*The task*
Every line of the following records that includes "index" should be copied.

*** Data supplied ***

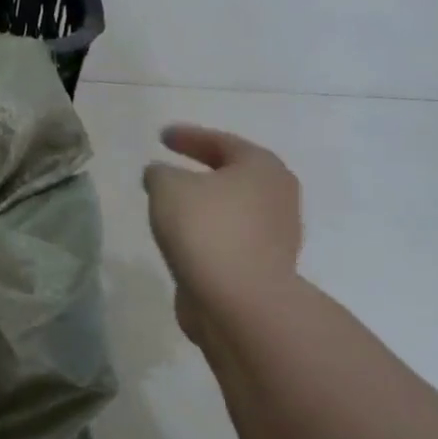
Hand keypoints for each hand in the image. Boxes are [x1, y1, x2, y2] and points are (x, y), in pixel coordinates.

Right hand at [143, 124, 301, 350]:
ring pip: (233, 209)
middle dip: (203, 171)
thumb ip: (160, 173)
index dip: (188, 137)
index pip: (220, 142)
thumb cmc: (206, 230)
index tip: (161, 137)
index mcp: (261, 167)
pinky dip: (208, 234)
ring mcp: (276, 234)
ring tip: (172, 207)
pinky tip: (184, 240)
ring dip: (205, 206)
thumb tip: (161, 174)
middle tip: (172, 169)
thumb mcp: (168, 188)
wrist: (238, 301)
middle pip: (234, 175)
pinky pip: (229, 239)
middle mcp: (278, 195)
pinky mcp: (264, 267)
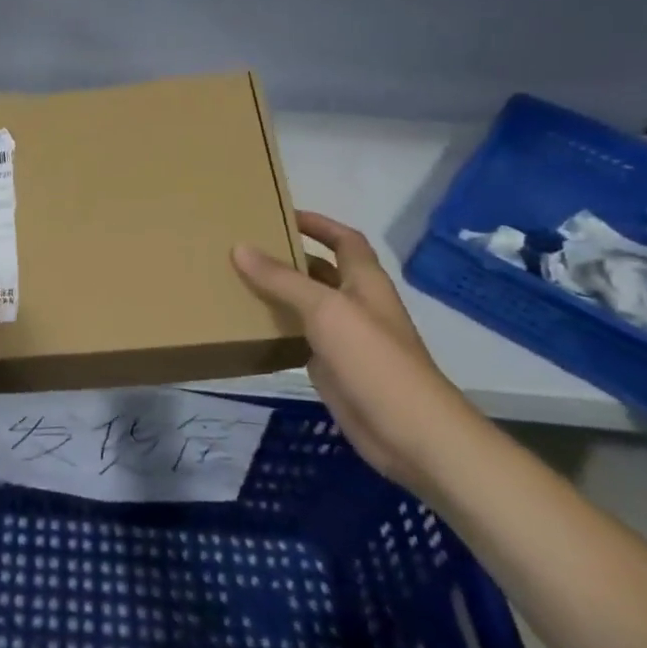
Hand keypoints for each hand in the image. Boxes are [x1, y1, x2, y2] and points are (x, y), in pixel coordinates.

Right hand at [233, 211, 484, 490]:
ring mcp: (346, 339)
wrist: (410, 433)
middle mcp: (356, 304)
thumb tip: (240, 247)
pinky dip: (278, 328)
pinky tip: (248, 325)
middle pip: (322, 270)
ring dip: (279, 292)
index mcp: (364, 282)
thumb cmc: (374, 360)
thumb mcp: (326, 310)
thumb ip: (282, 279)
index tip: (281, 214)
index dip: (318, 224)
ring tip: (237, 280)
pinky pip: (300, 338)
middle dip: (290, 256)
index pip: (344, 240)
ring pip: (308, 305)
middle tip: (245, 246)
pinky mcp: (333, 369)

***

*Response to the exercise*
index dip: (188, 137)
index pip: (220, 142)
index tip: (161, 137)
index mcp: (261, 167)
index mcp: (364, 282)
index tip: (281, 214)
index dip: (318, 224)
index pip: (344, 240)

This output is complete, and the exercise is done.